Shaun Hartley of the Bayfield Residents’ Association said: “It is clear that Chepstow has neither the resources nor the infrastructure to support the proposed Bayfields development, particularly in the context of the circa 1,000 houses already approved for development in the town.
“The local primary school, doctors and dentists are all at capacity and Chepstow is at breaking point with regard to traffic congestion.
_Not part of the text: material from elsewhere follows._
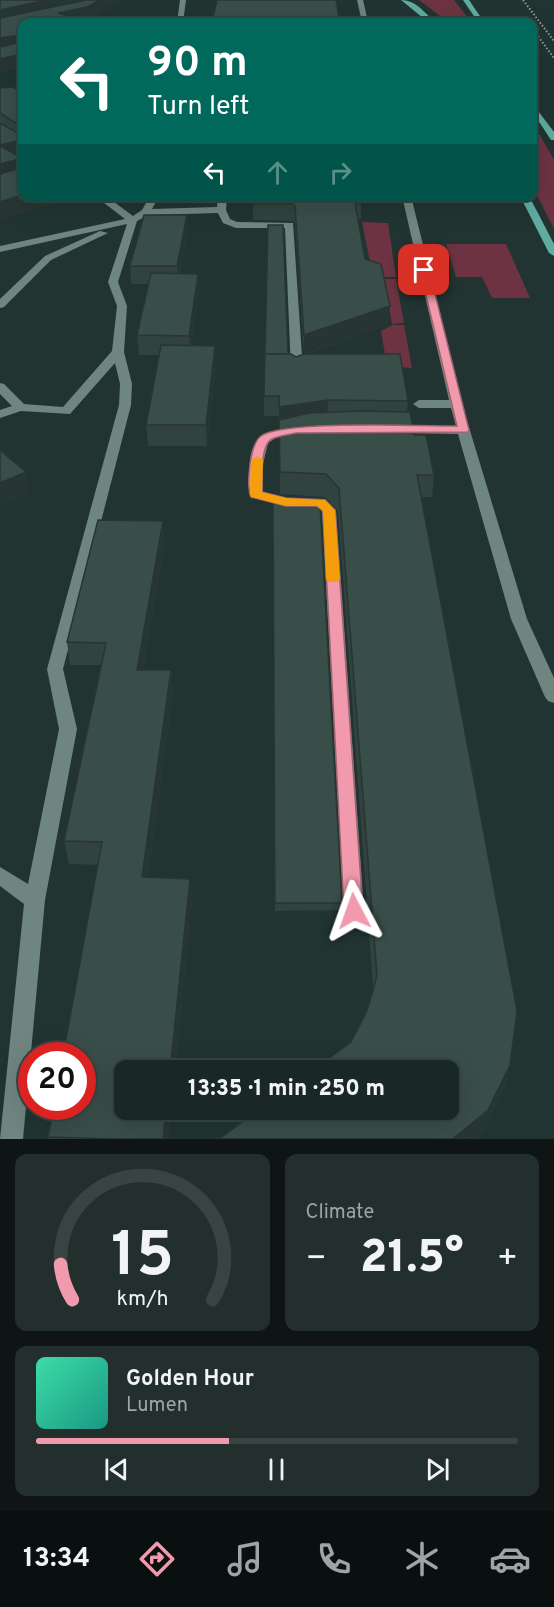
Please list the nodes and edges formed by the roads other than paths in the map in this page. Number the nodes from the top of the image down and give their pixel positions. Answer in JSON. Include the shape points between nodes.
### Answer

Yet this development, on the fringe of town, would encourage at least 200 extra cars onto the roads and will bring further pollution to a town that is on record as suffering from some of the most polluted air in Wales.
“No-one truly knows what impact the removal of the M4/M48 bridge tolls will have but as locals we are facing government-projected traffic growth of up to 60 per cent, a good portion of which will flow via Chepstow as it connects with Gloucestershire and the Wye Valley.”
Monmouth MP David Davies said there needed to be “careful consideration” of the impact on highway capacity and air quality – and said a way should be found for developers to contribute towards infrastructure investments.
“We certainly need to look at ways of getting more money out of developers to tackle these infrastructure challenges when large numbers of people move into a small town which is already full,” said Mr Davies.
“The Welsh Government is prevaricating over the need for a bypass around Chepstow which would solve some of the traffic and pollution problems but we cannot realistically see this happening for a number of years.
“I fully understand the need for new housing but would have thought it might be better to build on more sustainable brownfield land in the Severnside area between Newport and Chepstow with access to either the M4 or M48.”